Marriage Evolved › discussion › Lifestyle Discussions › Late 40s couple, new here and ready for lifestyle › Re: Late 40s couple, new here and ready for lifestyle
All the best of luck. Just always remember that this is supposed to be fun and is icing on an already great relationship. Keep up the communication; make sure everyone is mutually on board (nobody should take one for the team – hotwife, cuck, or bull); and don’t do things if something doesn’t feel right. There’s no huge rush and she’ll (you both) have plenty of opportunities and options. You can afford to be picky and, while you might be fixed on a BBC to bust the cuck cherry, keep your eyes open for lots of possibilities. You never know; the best fit might not even have been considered. Don’t give up or desperately take the first possibility. There are risks and you should all have fun and not regrets. Lastly, do expect both of your emotions to surprise you. Fantasy and reality in this can be very different, though both fun. (Do expect to at least feel a little bit of momentary jealousy, regret or a cold sweat.) Communication after the consummation is critically important. You don’t just need confirmation that she had fun and had orgasms. She really will need to know that you were okay with what happened. Things can get very fragile. The bull might also need to maintain contact right afterward, depending on the guy and the experience. Your wife will probably like knowing that he enjoyed her company and didn’t just use her as an available cum dumpster. That’s also why lover selection is so important.

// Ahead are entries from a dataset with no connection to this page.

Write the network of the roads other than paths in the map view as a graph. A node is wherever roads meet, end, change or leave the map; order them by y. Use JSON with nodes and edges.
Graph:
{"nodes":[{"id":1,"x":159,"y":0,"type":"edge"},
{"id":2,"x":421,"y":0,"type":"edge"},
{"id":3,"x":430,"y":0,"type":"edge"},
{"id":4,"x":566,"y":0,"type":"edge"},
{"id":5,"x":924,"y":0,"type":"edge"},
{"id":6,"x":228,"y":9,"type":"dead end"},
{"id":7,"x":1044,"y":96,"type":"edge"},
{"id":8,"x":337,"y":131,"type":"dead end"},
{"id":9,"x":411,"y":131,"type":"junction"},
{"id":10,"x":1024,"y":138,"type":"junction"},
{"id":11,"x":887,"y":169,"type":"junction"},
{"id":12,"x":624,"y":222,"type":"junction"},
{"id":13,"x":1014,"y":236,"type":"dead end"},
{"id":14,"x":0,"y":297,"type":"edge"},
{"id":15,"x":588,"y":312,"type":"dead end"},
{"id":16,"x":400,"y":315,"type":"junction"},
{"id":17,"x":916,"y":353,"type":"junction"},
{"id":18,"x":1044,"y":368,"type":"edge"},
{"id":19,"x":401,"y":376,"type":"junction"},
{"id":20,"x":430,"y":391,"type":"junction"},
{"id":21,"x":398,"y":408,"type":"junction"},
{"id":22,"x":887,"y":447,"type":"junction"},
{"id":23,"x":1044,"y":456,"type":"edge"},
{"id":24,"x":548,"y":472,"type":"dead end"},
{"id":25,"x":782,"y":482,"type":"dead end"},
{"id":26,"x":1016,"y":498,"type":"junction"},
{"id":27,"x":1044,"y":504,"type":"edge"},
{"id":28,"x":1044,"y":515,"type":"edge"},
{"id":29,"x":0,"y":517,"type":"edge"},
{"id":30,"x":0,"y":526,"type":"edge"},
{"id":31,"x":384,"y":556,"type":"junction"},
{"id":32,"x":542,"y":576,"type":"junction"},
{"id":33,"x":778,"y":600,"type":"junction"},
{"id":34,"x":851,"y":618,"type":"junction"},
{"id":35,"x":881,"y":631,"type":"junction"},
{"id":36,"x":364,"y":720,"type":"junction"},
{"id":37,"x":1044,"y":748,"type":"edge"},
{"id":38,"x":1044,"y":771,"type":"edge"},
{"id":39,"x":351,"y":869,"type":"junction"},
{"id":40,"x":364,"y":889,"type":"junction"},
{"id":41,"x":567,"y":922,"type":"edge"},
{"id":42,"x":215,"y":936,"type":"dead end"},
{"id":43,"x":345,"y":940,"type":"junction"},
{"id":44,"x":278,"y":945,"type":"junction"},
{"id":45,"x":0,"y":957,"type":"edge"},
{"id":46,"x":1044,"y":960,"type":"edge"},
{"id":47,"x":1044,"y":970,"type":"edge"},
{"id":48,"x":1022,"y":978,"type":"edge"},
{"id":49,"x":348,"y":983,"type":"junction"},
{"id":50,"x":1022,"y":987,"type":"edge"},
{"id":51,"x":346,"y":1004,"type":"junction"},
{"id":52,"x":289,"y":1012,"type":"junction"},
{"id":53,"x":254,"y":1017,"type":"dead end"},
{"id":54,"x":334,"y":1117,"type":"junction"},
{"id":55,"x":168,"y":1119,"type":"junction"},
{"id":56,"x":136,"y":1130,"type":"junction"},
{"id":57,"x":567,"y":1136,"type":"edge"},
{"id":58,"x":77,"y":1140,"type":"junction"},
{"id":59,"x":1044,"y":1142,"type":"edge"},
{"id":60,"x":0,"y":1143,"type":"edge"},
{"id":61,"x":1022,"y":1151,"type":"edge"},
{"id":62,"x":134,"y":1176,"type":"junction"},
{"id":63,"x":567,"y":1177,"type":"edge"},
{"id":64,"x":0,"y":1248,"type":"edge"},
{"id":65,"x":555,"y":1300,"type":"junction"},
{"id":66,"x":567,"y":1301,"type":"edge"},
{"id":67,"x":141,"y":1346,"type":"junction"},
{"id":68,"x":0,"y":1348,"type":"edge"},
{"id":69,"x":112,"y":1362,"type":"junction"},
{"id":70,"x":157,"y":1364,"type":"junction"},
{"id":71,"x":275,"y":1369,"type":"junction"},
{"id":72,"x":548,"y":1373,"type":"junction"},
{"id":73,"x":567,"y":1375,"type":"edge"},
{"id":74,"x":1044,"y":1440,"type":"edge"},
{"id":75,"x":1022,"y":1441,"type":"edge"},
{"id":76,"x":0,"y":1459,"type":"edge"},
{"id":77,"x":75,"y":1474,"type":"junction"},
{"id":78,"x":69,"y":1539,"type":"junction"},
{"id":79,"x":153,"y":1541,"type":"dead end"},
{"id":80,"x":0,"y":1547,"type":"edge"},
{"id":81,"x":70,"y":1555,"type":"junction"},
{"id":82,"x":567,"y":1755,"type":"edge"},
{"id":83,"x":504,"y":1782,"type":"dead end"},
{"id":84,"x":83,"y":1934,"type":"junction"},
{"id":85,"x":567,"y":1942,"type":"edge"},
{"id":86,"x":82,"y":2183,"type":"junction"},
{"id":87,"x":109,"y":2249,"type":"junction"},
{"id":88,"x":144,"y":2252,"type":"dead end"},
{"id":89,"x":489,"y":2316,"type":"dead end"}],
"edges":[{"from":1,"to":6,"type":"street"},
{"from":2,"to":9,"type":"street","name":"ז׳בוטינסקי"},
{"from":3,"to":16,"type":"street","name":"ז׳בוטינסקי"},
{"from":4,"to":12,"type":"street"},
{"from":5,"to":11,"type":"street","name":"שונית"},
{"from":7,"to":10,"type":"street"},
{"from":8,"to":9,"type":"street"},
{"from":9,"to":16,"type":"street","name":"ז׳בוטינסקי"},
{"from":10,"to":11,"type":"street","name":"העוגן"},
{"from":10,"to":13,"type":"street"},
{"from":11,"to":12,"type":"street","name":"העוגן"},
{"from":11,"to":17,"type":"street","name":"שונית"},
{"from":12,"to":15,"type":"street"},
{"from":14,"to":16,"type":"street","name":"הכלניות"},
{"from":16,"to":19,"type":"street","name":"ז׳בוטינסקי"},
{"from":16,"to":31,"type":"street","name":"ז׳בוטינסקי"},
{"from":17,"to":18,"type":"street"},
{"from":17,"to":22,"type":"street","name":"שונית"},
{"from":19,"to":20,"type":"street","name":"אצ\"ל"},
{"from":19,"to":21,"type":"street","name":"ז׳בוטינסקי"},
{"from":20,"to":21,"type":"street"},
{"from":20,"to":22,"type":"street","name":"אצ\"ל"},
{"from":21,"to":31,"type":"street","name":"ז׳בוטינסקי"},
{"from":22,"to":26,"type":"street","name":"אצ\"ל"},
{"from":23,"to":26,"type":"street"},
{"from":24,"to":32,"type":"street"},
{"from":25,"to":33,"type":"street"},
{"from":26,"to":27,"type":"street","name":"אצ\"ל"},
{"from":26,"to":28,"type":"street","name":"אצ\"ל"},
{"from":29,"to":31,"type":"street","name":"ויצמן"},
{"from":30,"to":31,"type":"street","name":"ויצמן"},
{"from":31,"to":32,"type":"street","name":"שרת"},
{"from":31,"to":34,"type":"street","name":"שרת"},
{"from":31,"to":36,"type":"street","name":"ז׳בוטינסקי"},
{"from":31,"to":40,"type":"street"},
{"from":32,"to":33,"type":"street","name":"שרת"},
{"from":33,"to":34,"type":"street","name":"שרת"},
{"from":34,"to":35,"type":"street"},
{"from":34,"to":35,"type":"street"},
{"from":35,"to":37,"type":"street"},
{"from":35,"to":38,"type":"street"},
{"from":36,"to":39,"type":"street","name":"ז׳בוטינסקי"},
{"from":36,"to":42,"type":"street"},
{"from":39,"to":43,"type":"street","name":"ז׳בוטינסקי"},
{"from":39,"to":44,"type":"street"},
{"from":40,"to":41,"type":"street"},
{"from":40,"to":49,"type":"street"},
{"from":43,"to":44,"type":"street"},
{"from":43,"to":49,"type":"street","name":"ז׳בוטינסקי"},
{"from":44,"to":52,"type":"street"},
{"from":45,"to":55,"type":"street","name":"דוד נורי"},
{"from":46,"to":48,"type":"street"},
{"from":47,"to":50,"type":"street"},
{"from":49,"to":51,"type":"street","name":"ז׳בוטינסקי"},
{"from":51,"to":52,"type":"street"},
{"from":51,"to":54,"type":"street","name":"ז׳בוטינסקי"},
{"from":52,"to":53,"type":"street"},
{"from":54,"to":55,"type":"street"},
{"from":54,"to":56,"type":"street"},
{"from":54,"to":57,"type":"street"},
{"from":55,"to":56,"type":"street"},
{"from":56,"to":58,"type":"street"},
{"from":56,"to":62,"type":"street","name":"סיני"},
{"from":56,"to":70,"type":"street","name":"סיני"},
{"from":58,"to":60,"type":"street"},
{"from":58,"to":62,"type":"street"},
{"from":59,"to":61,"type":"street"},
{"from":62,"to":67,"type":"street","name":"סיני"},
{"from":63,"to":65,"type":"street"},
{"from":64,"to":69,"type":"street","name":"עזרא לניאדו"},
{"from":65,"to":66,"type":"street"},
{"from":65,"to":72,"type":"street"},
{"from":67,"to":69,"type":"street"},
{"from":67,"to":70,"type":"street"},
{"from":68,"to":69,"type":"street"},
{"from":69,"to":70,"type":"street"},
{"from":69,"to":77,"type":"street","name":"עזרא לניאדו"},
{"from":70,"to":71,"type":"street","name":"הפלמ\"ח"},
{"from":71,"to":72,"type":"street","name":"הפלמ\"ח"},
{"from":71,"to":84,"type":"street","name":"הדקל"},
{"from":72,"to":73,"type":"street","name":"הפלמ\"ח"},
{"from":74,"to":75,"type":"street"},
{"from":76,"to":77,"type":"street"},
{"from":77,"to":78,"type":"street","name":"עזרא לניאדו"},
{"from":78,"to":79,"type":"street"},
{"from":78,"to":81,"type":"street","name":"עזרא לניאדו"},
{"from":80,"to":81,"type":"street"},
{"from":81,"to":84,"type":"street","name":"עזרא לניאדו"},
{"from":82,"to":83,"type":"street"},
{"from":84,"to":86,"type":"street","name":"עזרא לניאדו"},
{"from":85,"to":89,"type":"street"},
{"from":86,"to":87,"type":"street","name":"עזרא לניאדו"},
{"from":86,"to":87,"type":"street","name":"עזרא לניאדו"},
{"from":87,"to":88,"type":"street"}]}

Here’s a good mental exercise to try out when you two are out. Evaluate normal guys you meet under normal circumstances. It could be the plumber that shows up, a cashier, whoever. Imagine, while he is talking with you two that he is going to be naked and fucking your wife in front of you or in the next room. There, you have a face, a live body, a real person, rather than a guy in a video. It becomes more personal and you might realize that there are issues that make either or both of you uncomfortable. Try to imagine the same with a really close, long time friend. They are usually excluded as possibilities for good reason. But you can see how familiarity might be important to a degree but also a buzz killer in the play. You should get to know a bull some first, for compatibility, sexual chemistry, and trust, but with the understanding from the start that it is all pursuant to him fucking your wife, perhaps regularly and even maybe in your stead. That’s how he differs from your vanilla friends. It might take time and patience and eliminating guys you have invested both into for a time. But it is not like finding a spouse, since the goal is satisfying and trustful sex, not lfe partnership. The poly folks extend that boundary.